JOINT & MOBILITY PROBLEMS IN HORSES
Specific work and exercises can help to strengthen a horse’s muscles and tendons, however a horse’s joints cannot be strengthened in the same manner. General wear and tear of joints can lead to lameness, especially when the cartilage that protects the bones of the joints becomes damaged or even destroyed. Although all horse joints are susceptible to damage, those most commonly affected include the upper knee joint, front fetlocks, hocks and coffin joints in the forefeet. Joint issues may result from injury, repetitive concussion, an abnormal growth pattern, poor/inappropriate shoeing, or inherited factors, such as poor conformation.
Mobility issues can also be due to muscle and ligament trauma and circulatory problems. Apart from obvious lameness and stiffness, sometimes the signs are more subtle, such as poor performance, jumping refusals, changes in behaviour. Many factors have a bearing on a horse’s mobility/agility but there are several ways that horse owners can have a positive influence. Firstly, excess weight puts more pressure on the weight-bearing joints, particularly the knees and hips. A horse should not be overweight and should have a suitable diet for the proper development and maintenance of cartilage. Exercise helps maintain a healthy weight and improve circulation. Disuse of a sore joint will cause the muscles around it to weaken, resulting in pain. Owners should be encouraged to exercise an affected horse gently and frequently, avoiding too hard or too soft ground. Horses, particularly working animals, require adequate rest for recovery from exertion and for healing. Improper, or inappropriate, shoeing causes many joint and muscle problems. The feeding of appropriate supplements can suppress the action of damaging free radicals and decrease stiffness.
Pro-Equine’s supplement Activgait is carefully formulated to support equine joint mobility and cartilage health and aid joint mobility and elasticity, in horses young and old. As with all Pro-Equine products, Activgait contains no banned substances so can be used while competing and is fast-acting.
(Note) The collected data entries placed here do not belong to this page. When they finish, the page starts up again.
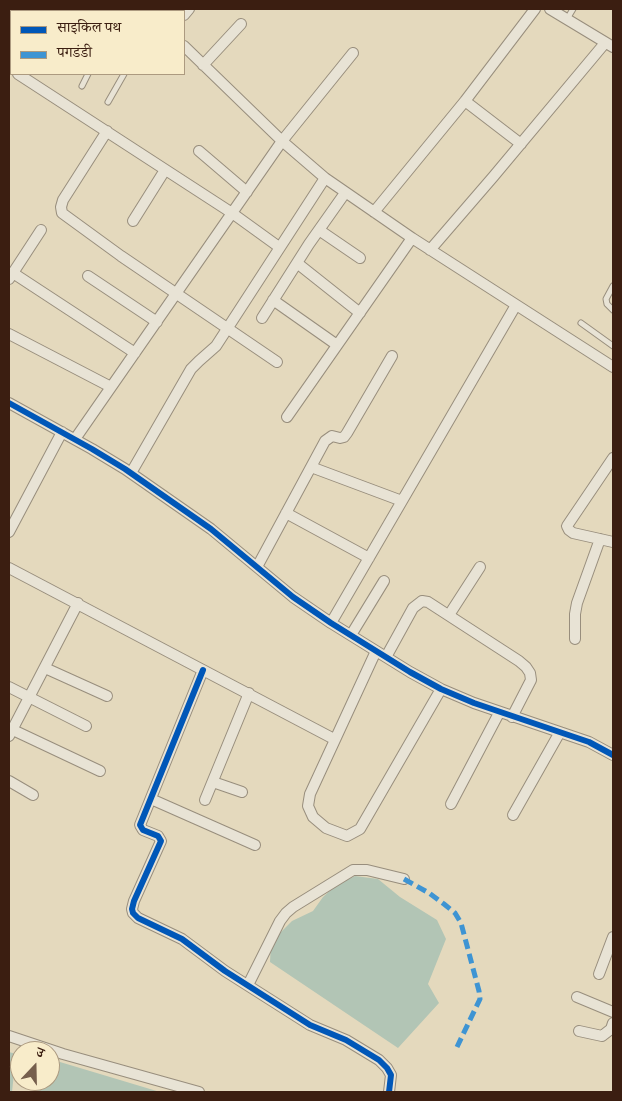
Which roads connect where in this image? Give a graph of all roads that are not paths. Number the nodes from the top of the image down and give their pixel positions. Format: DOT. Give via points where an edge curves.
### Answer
graph roads {
  1 [pos="535,9"];
  2 [pos="550,9"];
  3 [pos="573,9"];
  4 [pos="567,19"];
  5 [pos="241,24"];
  6 [pos="609,45"];
  7 [pos="185,47"];
  8 [pos="353,53"];
  9 [pos="203,65"];
  10 [pos="20,75"];
  11 [pos="88,75"];
  12 [pos="123,75"];
  13 [pos="82,86"];
  14 [pos="465,101"];
  15 [pos="108,102"];
  16 [pos="107,131"];
  17 [pos="282,141"];
  18 [pos="521,144"];
  19 [pos="199,151"];
  20 [pos="166,170"];
  21 [pos="325,178"];
  22 [pos="246,192"];
  23 [pos="345,193"];
  24 [pos="232,212"];
  25 [pos="374,212"];
  26 [pos="133,220"];
  27 [pos="41,230"];
  28 [pos="319,230"];
  29 [pos="412,238"];
  30 [pos="279,247"];
  31 [pos="430,250"];
  32 [pos="360,258"];
  33 [pos="297,263"];
  34 [pos="11,276"];
  35 [pos="88,276"];
  36 [pos="613,286"];
  37 [pos="177,292"];
  38 [pos="272,300"];
  39 [pos="516,305"];
  40 [pos="613,310"];
  41 [pos="360,313"];
  42 [pos="262,318"];
  43 [pos="157,322"];
  44 [pos="581,322"];
  45 [pos="227,327"];
  46 [pos="9,334"];
  47 [pos="337,345"];
  48 [pos="613,346"];
  49 [pos="134,353"];
  50 [pos="392,356"];
  51 [pos="277,362"];
  52 [pos="613,367"];
  53 [pos="112,387"];
  54 [pos="9,403"];
  55 [pos="287,416"];
  56 [pos="62,432"];
  57 [pos="75,439"];
  58 [pos="613,458"];
  59 [pos="311,466"];
  60 [pos="131,473"];
  61 [pos="402,501"];
  62 [pos="286,513"];
  63 [pos="9,532"];
  64 [pos="600,539"];
  65 [pos="613,542"];
  66 [pos="368,558"];
  67 [pos="257,567"];
  68 [pos="480,567"];
  69 [pos="9,568"];
  70 [pos="384,581"];
  71 [pos="78,603"];
  72 [pos="449,615"];
  73 [pos="332,623"];
  74 [pos="351,635"];
  75 [pos="575,639"];
  76 [pos="381,654"];
  77 [pos="45,668"];
  78 [pos="204,670"];
  79 [pos="9,687"];
  80 [pos="441,689"];
  81 [pos="249,693"];
  82 [pos="108,696"];
  83 [pos="29,698"];
  84 [pos="499,713"];
  85 [pos="512,717"];
  86 [pos="86,726"];
  87 [pos="560,732"];
  88 [pos="11,733"];
  89 [pos="334,740"];
  90 [pos="613,755"];
  91 [pos="100,770"];
  92 [pos="9,781"];
  93 [pos="213,782"];
  94 [pos="242,792"];
  95 [pos="33,795"];
  96 [pos="151,799"];
  97 [pos="205,800"];
  98 [pos="451,804"];
  99 [pos="513,815"];
  100 [pos="255,845"];
  101 [pos="404,880"];
  102 [pos="613,937"];
  103 [pos="600,974"];
  104 [pos="248,985"];
  105 [pos="577,996"];
  106 [pos="613,1012"];
  107 [pos="613,1023"];
  108 [pos="579,1031"];
  109 [pos="9,1036"];
  110 [pos="198,1092"];
  111 [pos="389,1092"];
  1 -- 14 [label="street"];
  2 -- 4 [label="street"];
  3 -- 4 [label="lane"];
  4 -- 6 [label="street"];
  5 -- 9 [label="street"];
  6 -- 18 [label="street"];
  7 -- 9 [label="street"];
  8 -- 17 [label="street"];
  9 -- 17 [label="street"];
  10 -- 16 [label="street"];
  11 -- 13 [label="lane"];
  12 -- 15 [label="lane"];
  14 -- 18 [label="street"];
  14 -- 25 [label="street"];
  16 -- 20 [label="street"];
  16 -- 37 [label="street" via="69,189 61,207 62,213"];
  17 -- 21 [label="street"];
  17 -- 22 [label="street"];
  18 -- 31 [label="street"];
  19 -- 22 [label="street"];
  20 -- 24 [label="street"];
  20 -- 26 [label="street"];
  21 -- 23 [label="street"];
  21 -- 30 [label="street"];
  22 -- 24 [label="street"];
  23 -- 25 [label="street"];
  23 -- 28 [label="street"];
  24 -- 30 [label="street"];
  24 -- 37 [label="street"];
  25 -- 29 [label="street"];
  27 -- 34 [label="street"];
  28 -- 32 [label="street"];
  28 -- 33 [label="street"];
  29 -- 31 [label="street"];
  29 -- 41 [label="street"];
  30 -- 45 [label="street"];
  31 -- 39 [label="street"];
  33 -- 38 [label="street"];
  33 -- 41 [label="street"];
  34 -- 49 [label="street"];
  35 -- 43 [label="street"];
  36 -- 40 [label="lane" via="606,299"];
  37 -- 43 [label="street"];
  37 -- 45 [label="street"];
  38 -- 42 [label="street"];
  38 -- 47 [label="street"];
  39 -- 52 [label="street"];
  39 -- 61 [label="street"];
  41 -- 47 [label="street"];
  43 -- 49 [label="street"];
  44 -- 48 [label="lane"];
  45 -- 51 [label="street"];
  45 -- 60 [label="street" via="216,346 191,369"];
  46 -- 53 [label="street"];
  47 -- 55 [label="street"];
  49 -- 53 [label="street"];
  50 -- 59 [label="street" via="347,433 340,438 329,437"];
  53 -- 57 [label="street"];
  54 -- 56 [label="street"];
  56 -- 57 [label="street"];
  56 -- 63 [label="street"];
  57 -- 60 [label="street"];
  58 -- 64 [label="street" via="566,526 574,533"];
  59 -- 61 [label="street"];
  59 -- 62 [label="street"];
  60 -- 67 [label="street" via="204,523"];
  61 -- 66 [label="street"];
  62 -- 66 [label="street"];
  62 -- 67 [label="street"];
  64 -- 65 [label="street"];
  64 -- 75 [label="street" via="574,614"];
  66 -- 73 [label="street"];
  67 -- 73 [label="street"];
  68 -- 72 [label="street"];
  69 -- 71 [label="street"];
  70 -- 74 [label="street"];
  71 -- 77 [label="street"];
  71 -- 78 [label="street"];
  72 -- 76 [label="street" via="428,602 418,602"];
  72 -- 85 [label="street" via="526,667 531,680"];
  73 -- 74 [label="street"];
  74 -- 76 [label="street"];
  76 -- 80 [label="street"];
  76 -- 89 [label="street"];
  77 -- 82 [label="street"];
  77 -- 83 [label="street"];
  78 -- 81 [label="street"];
  78 -- 96 [label="street"];
  79 -- 83 [label="street"];
  80 -- 84 [label="street"];
  80 -- 89 [label="street" via="360,829 347,836 326,828 313,817 308,806 310,794"];
  81 -- 89 [label="street"];
  81 -- 93 [label="street"];
  83 -- 86 [label="street"];
  83 -- 88 [label="street"];
  84 -- 85 [label="street"];
  84 -- 98 [label="street"];
  85 -- 87 [label="street"];
  87 -- 90 [label="street"];
  87 -- 99 [label="street"];
  88 -- 91 [label="street"];
  92 -- 95 [label="street"];
  93 -- 94 [label="street"];
  93 -- 97 [label="street"];
  96 -- 100 [label="street"];
  96 -- 104 [label="street" via="141,828 158,836 161,841 134,901 133,913 182,939"];
  101 -- 104 [label="street" via="367,870 353,870 293,906 280,921"];
  102 -- 103 [label="street"];
  104 -- 111 [label="street" via="317,1029 346,1040 379,1060 391,1075"];
  105 -- 106 [label="street"];
  107 -- 108 [label="street" via="602,1036"];
  109 -- 110 [label="street"];
}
Pro-Equine chooses to use the natural and powerful yucca in Activgait. The properties of yucca have long been exploited by the North American Indians. The saponins in yucca encourage a 'friendly' intestinal flora so toxins that can cause joint issues are kept away and absorbed into the bloodstream. Pro-Equine combines ginger and celery seed with yucca in Activgait. Ginger works with the circulation and helps speedy delivery of the key ingredients. Celery seed contains several useful substances, including volatile oils, flavonoids, antioxidants and linoleic acid, an omega-6 fatty acid. Celery seed helps elimination of water, speeding up the clearance of accumulated toxins from the joints.
"I have a 14-year old mare and I decided I would start to feed a mobility supplement. I put her on Activgait and in less than a month I started to notice a difference. She became quite a bit more athletic in her movement and was certainly feeling good within herself. Usually I would look to try and boost her energy at competitions but that is not necessary when she is on the Activgait supplement, and to top it off her marks for her extended trot work have increased by at least one mark since putting her on Activgait! I am so delighted with this product - it certainly does what it says on the tin!!!" Lauren C
Glucosamine and chondroitin are naturally occurring chemicals in the horse which assist in the maintenance of the joint tissue. As the horse gets older the cartilage between the bones begins to thin which can result in issues. Methyl sulphonyl methane, MSM, is a naturally occurring sulphur compound which helps soothe knocks and joint mobility. Supplements containing glucosamine, chondroitin, and MSM are well-established for all, but particularly older horses. Most products are suited to long-term use however there are reports of mild side effects, which include upset stomach, diarrhoea, constipation, indigestion and stomach pain. Once started these products need to be fed continually to maintain their effectiveness and the concentration may have to be increased to maintain positive results.
Devil’s Claw (proper name Harpagophytum procumbens) has been widely used for horses' muscles and joints. Side effects are uncommon but Devil's Claw is not recommended for a horse that has, or may have, stomach or intestinal ulcers. Since January 2016, the FEI has listed Devil’s Claw as a banned substance in the UK, bringing the UK in line with other EU countries, such as Germany and France. The British Racehorse Authority (BHA) also classifies Devil’s Claw (which is easily traced via blood and urine samples) as a banned substance.